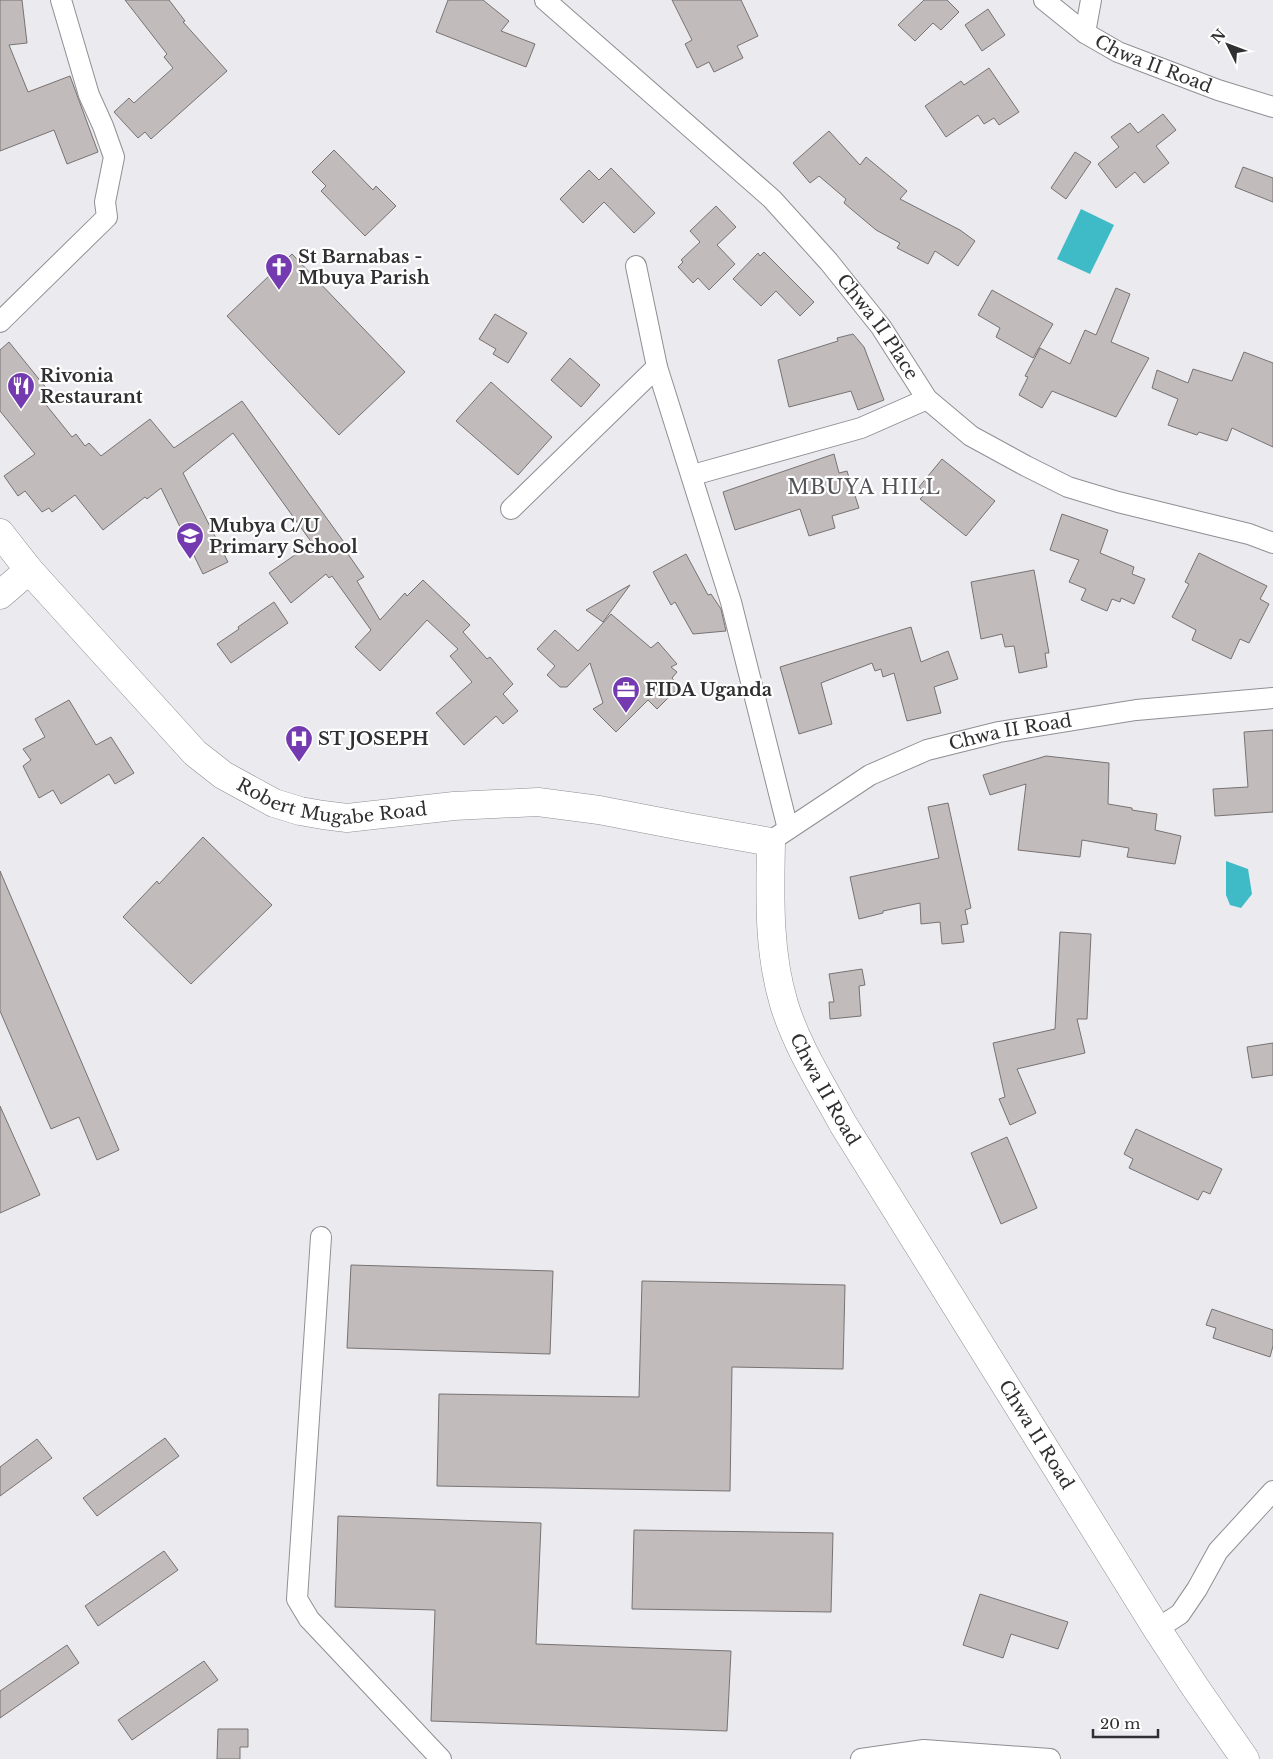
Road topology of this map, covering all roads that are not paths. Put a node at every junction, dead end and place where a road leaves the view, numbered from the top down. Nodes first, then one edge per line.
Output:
1 (61, 0) edge
2 (546, 0) edge
3 (1044, 0) edge
4 (1091, 0) edge
5 (1085, 33) junction
6 (1273, 107) edge
7 (636, 266) dead end
8 (0, 322) edge
9 (658, 367) junction
10 (928, 398) junction
11 (692, 475) junction
12 (511, 509) dead end
13 (0, 533) edge
14 (1273, 543) edge
15 (28, 570) junction
16 (0, 595) edge
17 (1273, 698) edge
18 (779, 835) junction
19 (322, 1237) dead end
20 (1273, 1491) edge
21 (1157, 1629) junction
22 (441, 1759) edge
23 (861, 1759) edge
24 (1050, 1759) edge
25 (1245, 1759) edge

1 - 8 street
2 - 10 street, Chwa II Place
3 - 5 street, Chwa II Road
4 - 5 street
5 - 6 street, Chwa II Road
7 - 9 street
9 - 11 street
9 - 12 street
10 - 11 street
10 - 14 street, Chwa II Place
11 - 18 street
13 - 15 street, Robert Mugabe Road
15 - 16 street
15 - 18 street, Robert Mugabe Road
17 - 18 street, Chwa II Road
18 - 21 street, Chwa II Road
19 - 22 street
20 - 21 street
21 - 25 street, Chwa II Road
23 - 24 street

=-=-=

**Task objective:**
Without the pictures, return each entry exactly as given.

**Task response:**
Road topology of this map, covering all roads that are not paths. Put a node at every junction, dead end and place where a road leaves the view, numbered from the top down. Nodes first, then one edge per line.
Output:
1 (61, 0) edge
2 (546, 0) edge
3 (1044, 0) edge
4 (1091, 0) edge
5 (1085, 33) junction
6 (1273, 107) edge
7 (636, 266) dead end
8 (0, 322) edge
9 (658, 367) junction
10 (928, 398) junction
11 (692, 475) junction
12 (511, 509) dead end
13 (0, 533) edge
14 (1273, 543) edge
15 (28, 570) junction
16 (0, 595) edge
17 (1273, 698) edge
18 (779, 835) junction
19 (322, 1237) dead end
20 (1273, 1491) edge
21 (1157, 1629) junction
22 (441, 1759) edge
23 (861, 1759) edge
24 (1050, 1759) edge
25 (1245, 1759) edge

1 - 8 street
2 - 10 street, Chwa II Place
3 - 5 street, Chwa II Road
4 - 5 street
5 - 6 street, Chwa II Road
7 - 9 street
9 - 11 street
9 - 12 street
10 - 11 street
10 - 14 street, Chwa II Place
11 - 18 street
13 - 15 street, Robert Mugabe Road
15 - 16 street
15 - 18 street, Robert Mugabe Road
17 - 18 street, Chwa II Road
18 - 21 street, Chwa II Road
19 - 22 street
20 - 21 street
21 - 25 street, Chwa II Road
23 - 24 street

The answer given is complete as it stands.